The OMR Reader result processor allows Data Type extractors to read checkbox states near a label.

The Data Type is first configured to return the labes near the checkboxes. The extractor can then "see" checkboxes near these labels and determine whether or not they are filled.

There are relatively few configuration options, making setup fairly simple.

Version Differences

The OMR Reader post processor is a new configurable property on Data Type extractors as of version 2.72. Prior to version 2.72, OMR checkboxes were able to be read by configuring a Data Element Profile in a Document Type object. Setting up a Data Type to read OMR checkboxes is much simpler. Furthermore, since the result is returned to a Data Type, this data could be used any time an extractor is used in Grooper, not just to populate a field in a data model.

Example

From a list of multiple checkboxes, we need to determine which are checked.

The idea for this scenario is to first extract the labels for the checkboxes (using a Data Type), and then set the "Post Processing" property of that Data Type to run OMR Reader to look for checked boxes near the labels.

Steps

Create the Data Type

First, we want to create the Data Type that will extract all possible checkbox labels.

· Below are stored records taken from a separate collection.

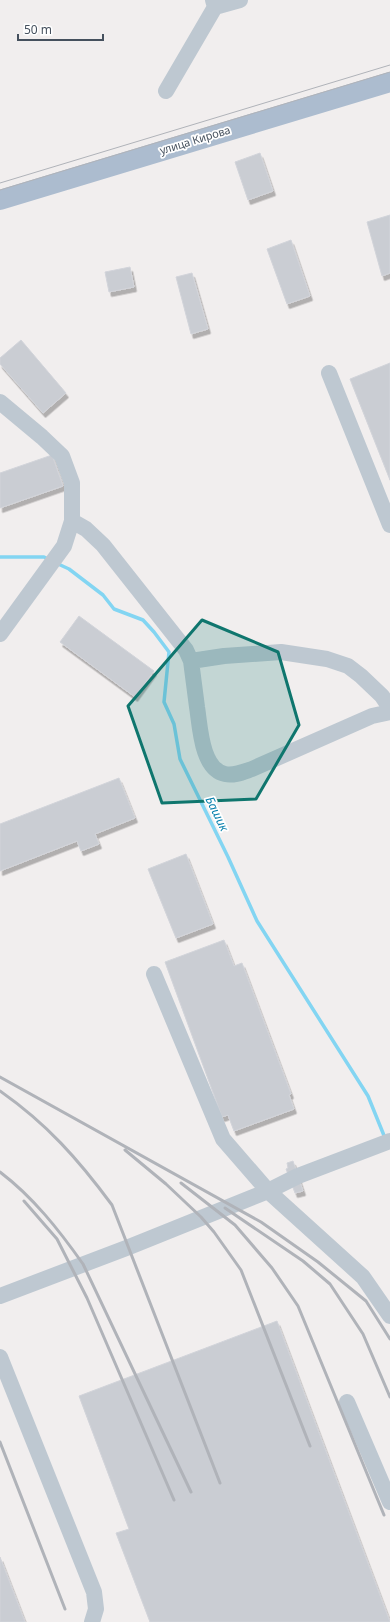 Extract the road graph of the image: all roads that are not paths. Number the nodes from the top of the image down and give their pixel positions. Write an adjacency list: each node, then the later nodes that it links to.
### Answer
1 (240, 0): 2 (street)
2 (214, 4): 4 (street)
3 (390, 82): 5 (main road, улица Кирова)
4 (166, 91)
5 (0, 200)
6 (329, 373): 9 (street)
7 (0, 402): 8 (street)
8 (72, 521): 10 (street); 11 (street)
9 (390, 525)
10 (0, 634)
11 (191, 661): 12 (street); 13 (street)
12 (390, 708)
13 (390, 712)
14 (154, 974): 16 (street)
15 (390, 1141): 16 (street)
16 (268, 1191): 17 (street); 18 (street)
17 (0, 1296)
18 (390, 1316)
19 (0, 1357): 22 (street)
20 (347, 1402): 21 (street)
21 (390, 1502)
22 (92, 1622) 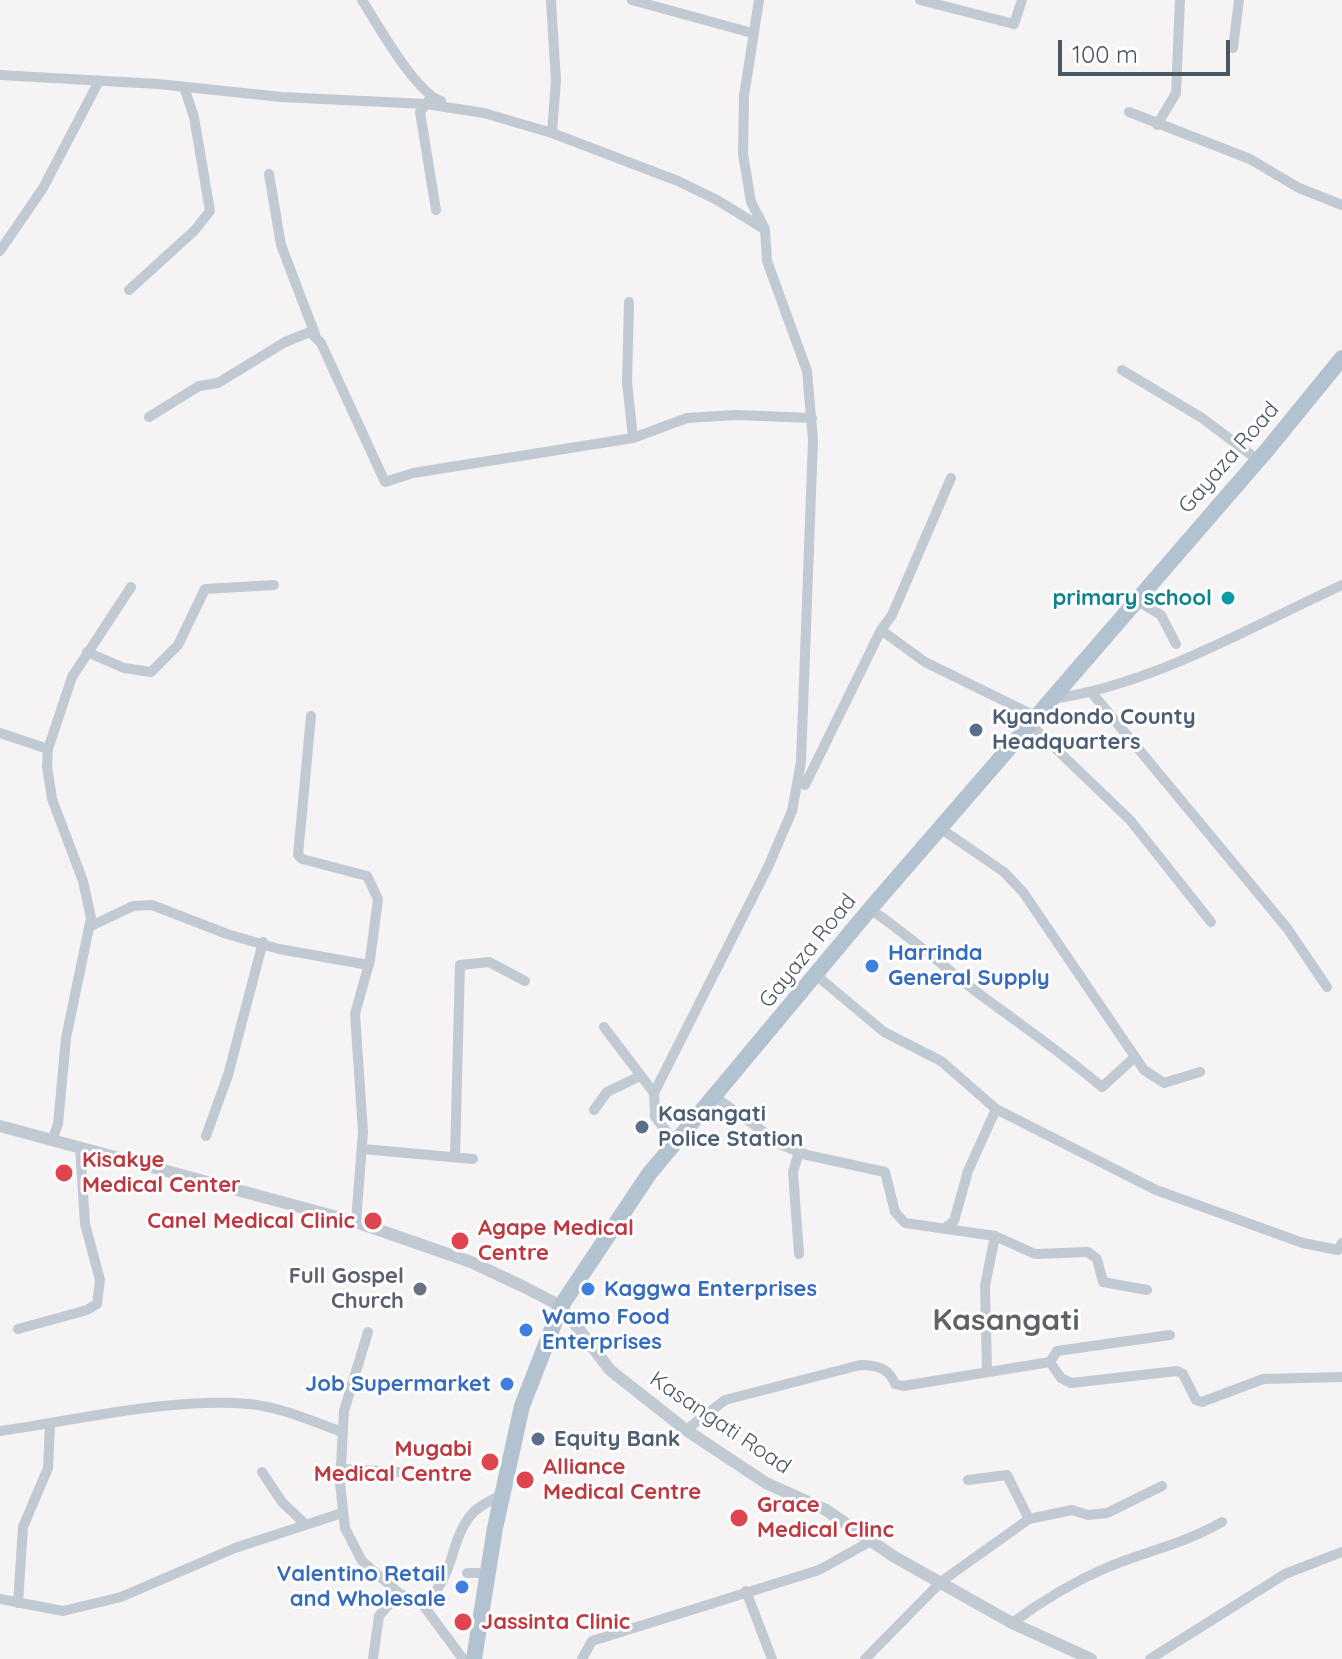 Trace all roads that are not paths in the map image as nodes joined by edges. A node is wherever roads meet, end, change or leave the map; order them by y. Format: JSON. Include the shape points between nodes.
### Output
{"nodes":[{"id":1,"x":362,"y":0,"type":"edge"},
{"id":2,"x":632,"y":0,"type":"edge"},
{"id":3,"x":759,"y":0,"type":"edge"},
{"id":4,"x":920,"y":0,"type":"edge"},
{"id":5,"x":1022,"y":0,"type":"edge"},
{"id":6,"x":1180,"y":0,"type":"edge"},
{"id":7,"x":1239,"y":0,"type":"edge"},
{"id":8,"x":551,"y":1,"type":"edge"},
{"id":9,"x":752,"y":33,"type":"junction"},
{"id":10,"x":1233,"y":48,"type":"dead end"},
{"id":11,"x":0,"y":75,"type":"edge"},
{"id":12,"x":99,"y":81,"type":"junction"},
{"id":13,"x":184,"y":87,"type":"junction"},
{"id":14,"x":428,"y":101,"type":"junction"},
{"id":15,"x":1129,"y":112,"type":"dead end"},
{"id":16,"x":1157,"y":125,"type":"junction"},
{"id":17,"x":552,"y":133,"type":"junction"},
{"id":18,"x":269,"y":174,"type":"dead end"},
{"id":19,"x":1342,"y":205,"type":"edge"},
{"id":20,"x":436,"y":210,"type":"dead end"},
{"id":21,"x":765,"y":229,"type":"junction"},
{"id":22,"x":0,"y":251,"type":"edge"},
{"id":23,"x":129,"y":290,"type":"dead end"},
{"id":24,"x":629,"y":302,"type":"dead end"},
{"id":25,"x":315,"y":334,"type":"junction"},
{"id":26,"x":1342,"y":358,"type":"edge"},
{"id":27,"x":1122,"y":370,"type":"dead end"},
{"id":28,"x":149,"y":417,"type":"dead end"},
{"id":29,"x":812,"y":418,"type":"junction"},
{"id":30,"x":633,"y":438,"type":"junction"},
{"id":31,"x":1258,"y":460,"type":"junction"},
{"id":32,"x":951,"y":478,"type":"dead end"},
{"id":33,"x":274,"y":585,"type":"dead end"},
{"id":34,"x":1342,"y":585,"type":"edge"},
{"id":35,"x":131,"y":587,"type":"dead end"},
{"id":36,"x":1136,"y":600,"type":"junction"},
{"id":37,"x":881,"y":630,"type":"junction"},
{"id":38,"x":1176,"y":644,"type":"dead end"},
{"id":39,"x":87,"y":652,"type":"junction"},
{"id":40,"x":1092,"y":693,"type":"junction"},
{"id":41,"x":1051,"y":699,"type":"junction"},
{"id":42,"x":311,"y":716,"type":"dead end"},
{"id":43,"x":1032,"y":720,"type":"junction"},
{"id":44,"x":0,"y":733,"type":"edge"},
{"id":45,"x":48,"y":749,"type":"junction"},
{"id":46,"x":792,"y":811,"type":"junction"},
{"id":47,"x":940,"y":828,"type":"junction"},
{"id":48,"x":870,"y":909,"type":"junction"},
{"id":49,"x":1211,"y":922,"type":"dead end"},
{"id":50,"x":91,"y":926,"type":"junction"},
{"id":51,"x":263,"y":942,"type":"junction"},
{"id":52,"x":369,"y":965,"type":"junction"},
{"id":53,"x":816,"y":975,"type":"junction"},
{"id":54,"x":525,"y":981,"type":"dead end"},
{"id":55,"x":1327,"y":987,"type":"dead end"},
{"id":56,"x":604,"y":1027,"type":"dead end"},
{"id":57,"x":1135,"y":1057,"type":"junction"},
{"id":58,"x":1200,"y":1072,"type":"dead end"},
{"id":59,"x":640,"y":1076,"type":"junction"},
{"id":60,"x":654,"y":1093,"type":"junction"},
{"id":61,"x":714,"y":1096,"type":"junction"},
{"id":62,"x":996,"y":1109,"type":"junction"},
{"id":63,"x":594,"y":1110,"type":"dead end"},
{"id":64,"x":0,"y":1126,"type":"edge"},
{"id":65,"x":206,"y":1136,"type":"dead end"},
{"id":66,"x":52,"y":1140,"type":"junction"},
{"id":67,"x":675,"y":1142,"type":"junction"},
{"id":68,"x":80,"y":1147,"type":"junction"},
{"id":69,"x":363,"y":1149,"type":"junction"},
{"id":70,"x":799,"y":1152,"type":"junction"},
{"id":71,"x":455,"y":1157,"type":"junction"},
{"id":72,"x":473,"y":1159,"type":"dead end"},
{"id":73,"x":356,"y":1222,"type":"junction"},
{"id":74,"x":945,"y":1228,"type":"junction"},
{"id":75,"x":995,"y":1236,"type":"junction"},
{"id":76,"x":1342,"y":1243,"type":"edge"},
{"id":77,"x":799,"y":1254,"type":"dead end"},
{"id":78,"x":1147,"y":1290,"type":"dead end"},
{"id":79,"x":561,"y":1306,"type":"junction"},
{"id":80,"x":18,"y":1329,"type":"dead end"},
{"id":81,"x":368,"y":1332,"type":"dead end"},
{"id":82,"x":1170,"y":1335,"type":"dead end"},
{"id":83,"x":1050,"y":1362,"type":"junction"},
{"id":84,"x":987,"y":1371,"type":"junction"},
{"id":85,"x":1342,"y":1377,"type":"edge"},
{"id":86,"x":50,"y":1424,"type":"junction"},
{"id":87,"x":686,"y":1430,"type":"junction"},
{"id":88,"x":0,"y":1431,"type":"edge"},
{"id":89,"x":342,"y":1432,"type":"junction"},
{"id":90,"x":341,"y":1469,"type":"junction"},
{"id":91,"x":262,"y":1472,"type":"dead end"},
{"id":92,"x":399,"y":1472,"type":"dead end"},
{"id":93,"x":968,"y":1480,"type":"dead end"},
{"id":94,"x":1162,"y":1486,"type":"dead end"},
{"id":95,"x":501,"y":1495,"type":"junction"},
{"id":96,"x":342,"y":1513,"type":"junction"},
{"id":97,"x":1029,"y":1519,"type":"junction"},
{"id":98,"x":1222,"y":1522,"type":"dead end"},
{"id":99,"x":305,"y":1524,"type":"junction"},
{"id":100,"x":871,"y":1541,"type":"junction"},
{"id":101,"x":1342,"y":1552,"type":"edge"},
{"id":102,"x":942,"y":1581,"type":"junction"},
{"id":103,"x":746,"y":1591,"type":"junction"},
{"id":104,"x":399,"y":1593,"type":"junction"},
{"id":105,"x":0,"y":1599,"type":"edge"},
{"id":106,"x":18,"y":1603,"type":"junction"},
{"id":107,"x":423,"y":1605,"type":"junction"},
{"id":108,"x":1012,"y":1623,"type":"junction"},
{"id":109,"x":373,"y":1659,"type":"edge"},
{"id":110,"x":463,"y":1659,"type":"edge"},
{"id":111,"x":474,"y":1659,"type":"edge"},
{"id":112,"x":582,"y":1659,"type":"edge"},
{"id":113,"x":772,"y":1659,"type":"edge"},
{"id":114,"x":865,"y":1659,"type":"edge"},
{"id":115,"x":1091,"y":1659,"type":"edge"},
{"id":116,"x":1150,"y":1659,"type":"edge"}],
"edges":[{"from":1,"to":14,"type":"street"},
{"from":2,"to":9,"type":"street"},
{"from":3,"to":9,"type":"street"},
{"from":4,"to":5,"type":"street","via":[[1014,24]]},
{"from":6,"to":16,"type":"street","via":[[1176,93]]},
{"from":7,"to":10,"type":"street"},
{"from":8,"to":17,"type":"street","via":[[556,80]]},
{"from":9,"to":21,"type":"street","via":[[742,138],[751,202]]},
{"from":11,"to":12,"type":"street"},
{"from":12,"to":13,"type":"street"},
{"from":12,"to":22,"type":"street","via":[[43,188]]},
{"from":13,"to":14,"type":"street","via":[[266,96]]},
{"from":13,"to":23,"type":"street","via":[[210,211]]},
{"from":14,"to":17,"type":"street"},
{"from":14,"to":20,"type":"street","via":[[420,112]]},
{"from":15,"to":16,"type":"street"},
{"from":16,"to":19,"type":"street","via":[[1250,159],[1299,188]]},
{"from":17,"to":21,"type":"street","via":[[699,191]]},
{"from":18,"to":25,"type":"street","via":[[281,245]]},
{"from":21,"to":29,"type":"street","via":[[767,261],[807,371]]},
{"from":24,"to":30,"type":"street","via":[[627,382]]},
{"from":25,"to":28,"type":"street","via":[[301,333]]},
{"from":25,"to":30,"type":"street","via":[[385,482]]},
{"from":26,"to":31,"type":"main road","name":"Gayaza Road"},
{"from":27,"to":31,"type":"street","via":[[1202,418]]},
{"from":29,"to":30,"type":"street","via":[[687,418]]},
{"from":29,"to":46,"type":"street","via":[[801,762]]},
{"from":31,"to":36,"type":"main road","name":"Gayaza Road"},
{"from":32,"to":37,"type":"street"},
{"from":33,"to":39,"type":"street","via":[[205,589],[178,645],[151,672],[124,668]]},
{"from":34,"to":40,"type":"street"},
{"from":35,"to":39,"type":"street"},
{"from":36,"to":38,"type":"street","via":[[1161,615]]},
{"from":36,"to":41,"type":"main road","name":"Gayaza Road"},
{"from":37,"to":43,"type":"street","via":[[925,662]]},
{"from":37,"to":46,"type":"street"},
{"from":39,"to":45,"type":"street","via":[[72,677]]},
{"from":40,"to":41,"type":"street"},
{"from":40,"to":55,"type":"street","via":[[1287,928]]},
{"from":41,"to":43,"type":"main road","name":"Gayaza Road"},
{"from":42,"to":52,"type":"street","via":[[296,847],[302,859],[370,879],[379,909]]},
{"from":43,"to":47,"type":"main road","name":"Gayaza Road"},
{"from":43,"to":49,"type":"street","via":[[1130,820]]},
{"from":44,"to":45,"type":"street"},
{"from":45,"to":50,"type":"street","via":[[50,791],[83,881]]},
{"from":46,"to":60,"type":"street"},
{"from":47,"to":48,"type":"main road","name":"Gayaza Road"},
{"from":47,"to":57,"type":"street","via":[[1004,872],[1023,892]]},
{"from":48,"to":53,"type":"main road","name":"Gayaza Road"},
{"from":48,"to":57,"type":"street","via":[[1102,1087]]},
{"from":50,"to":51,"type":"street","via":[[133,906],[152,905]]},
{"from":50,"to":66,"type":"street","via":[[66,1038]]},
{"from":51,"to":52,"type":"street"},
{"from":51,"to":65,"type":"street"},
{"from":52,"to":69,"type":"street","via":[[355,1027]]},
{"from":53,"to":61,"type":"main road","name":"Gayaza Road"},
{"from":53,"to":62,"type":"street","via":[[884,1032],[941,1061]]},
{"from":54,"to":71,"type":"street","via":[[489,962],[460,965]]},
{"from":56,"to":59,"type":"street"},
{"from":57,"to":58,"type":"street","via":[[1164,1083]]},
{"from":59,"to":60,"type":"street"},
{"from":59,"to":63,"type":"street","via":[[607,1092]]},
{"from":60,"to":67,"type":"street","via":[[655,1117]]},
{"from":61,"to":67,"type":"main road","name":"Gayaza Road"},
{"from":61,"to":70,"type":"street"},
{"from":62,"to":74,"type":"street","via":[[968,1171],[954,1221]]},
{"from":62,"to":76,"type":"street","via":[[1156,1190],[1303,1243],[1338,1250]]},
{"from":64,"to":66,"type":"street"},
{"from":66,"to":68,"type":"street"},
{"from":67,"to":79,"type":"main road","name":"Gayaza Road","via":[[620,1214]]},
{"from":68,"to":73,"type":"street"},
{"from":68,"to":80,"type":"street","via":[[85,1224],[100,1280],[97,1304]]},
{"from":69,"to":71,"type":"street"},
{"from":69,"to":73,"type":"street"},
{"from":70,"to":74,"type":"street","via":[[885,1172],[899,1219]]},
{"from":70,"to":77,"type":"street","via":[[793,1172]]},
{"from":71,"to":72,"type":"street"},
{"from":73,"to":79,"type":"street","via":[[471,1262]]},
{"from":74,"to":75,"type":"street"},
{"from":75,"to":78,"type":"street","via":[[1035,1254],[1088,1252],[1097,1259],[1103,1282]]},
{"from":75,"to":84,"type":"street","via":[[985,1286]]},
{"from":79,"to":87,"type":"street","name":"Kasangati Road","via":[[610,1370]]},
{"from":79,"to":95,"type":"main road","name":"Gayaza Road","via":[[522,1406]]},
{"from":81,"to":89,"type":"street"},
{"from":82,"to":83,"type":"street","via":[[1057,1351]]},
{"from":83,"to":84,"type":"street"},
{"from":83,"to":85,"type":"street","via":[[1071,1383],[1177,1371],[1202,1402],[1263,1379]]},
{"from":84,"to":87,"type":"street","via":[[903,1386],[875,1365],[860,1365],[725,1400]]},
{"from":86,"to":88,"type":"street"},
{"from":86,"to":89,"type":"street","via":[[222,1403],[283,1411]]},
{"from":86,"to":106,"type":"street","via":[[48,1468],[23,1527]]},
{"from":87,"to":100,"type":"street","name":"Kasangati Road","via":[[766,1483],[826,1510]]},
{"from":89,"to":90,"type":"street"},
{"from":90,"to":92,"type":"street"},
{"from":90,"to":96,"type":"street"},
{"from":91,"to":99,"type":"street"},
{"from":93,"to":97,"type":"street","via":[[1007,1475]]},
{"from":94,"to":97,"type":"street","via":[[1107,1513],[1072,1510]]},
{"from":95,"to":107,"type":"street","via":[[468,1518],[445,1580]]},
{"from":95,"to":111,"type":"main road","name":"Gayaza Road"},
{"from":96,"to":99,"type":"street"},
{"from":96,"to":104,"type":"street","via":[[352,1547]]},
{"from":97,"to":102,"type":"street"},
{"from":98,"to":108,"type":"street","via":[[1069,1586]]},
{"from":99,"to":106,"type":"street","via":[[121,1597],[63,1611]]},
{"from":100,"to":102,"type":"street","name":"Kasangati Road"},
{"from":100,"to":103,"type":"street","via":[[819,1570]]},
{"from":101,"to":116,"type":"street","via":[[1285,1574]]},
{"from":102,"to":108,"type":"street","name":"Kasangati Road"},
{"from":102,"to":114,"type":"street"},
{"from":103,"to":112,"type":"street","via":[[592,1641]]},
{"from":103,"to":113,"type":"street"},
{"from":104,"to":107,"type":"street"},
{"from":104,"to":109,"type":"street","via":[[379,1616]]},
{"from":105,"to":106,"type":"street"},
{"from":107,"to":110,"type":"street"},
{"from":108,"to":115,"type":"street","name":"Kasangati Road"}]}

We'll set the Pattern of the Data Type to extract the label. This example is using a static list, but this can be achieved a number of ways.

A. New|
B. Renewal|
C. Upgrade|
D. Multi-Unit|
E. Reapplication



Enable the Post Processor

In the "Output" section of the Data Type's property panel, we'll set the "Post Processing" property to "OMR Reader".



Configure the Post Processor

Once we've chosen "OMR Reader", we can expand it to reveal its configurable properties. For this example, we don't need to change anything, so we'll leave these at their default values.



Test Extraction

Once we Save and Run Extraction, the Post Processor runs after the initial pattern (the one that finds the checkbox labels), looks for checkboxes to the West of the labels, and outputs the results with a confidence percentage.



Notice the confidence percentage for our checkbox is only **50%**. This is because the pattern we wrote happens to exist on multiple pages, so there are multiple positive values being found.

To bring this back up to 100%, we can use the "Result Filter" property on the Data Type to limit the extractor's scope to only the first page.

Properties

Box Location Defines the spatial relationship between labels and OMR boxes. A combination of the following flags:
  • West: The OMR zone is located to the left of the label.
  • East: The OMR zone is located to the right of the label.
  • North: The OMR zone is located above the label.
  • South: The OMR zone is located below the label.
Max Distance The maximum distance between the label and the OMR box, measured from their closest edges.
Mode Specifies the OMR extraction mode. Can be one of the following values:
  • CheckOne: The label extractor targets multiple OMR boxes, but only one may be checked. The output will include one instance for each label, sorted in descending order by confidence. The confidence of each output instance indicates the likelihood that it is the correct result.
  • CheckMulti: The label extract targets multiple OMR boxes, and any number may be checked. The output will include a single instance, containing a concatenated list of values for the checked boxes, delimited by the Separator String.
  • Boolean: The label extractor targets a single OMR box representing a Boolean state. The output will include a single instance with its value set to "Value If Checked" or "Value If Unchecked", depending on whether or not the box is checked. If the label extractor produces multiple hits, then labels where a box is detected with be prioritized over labels where no box is detected.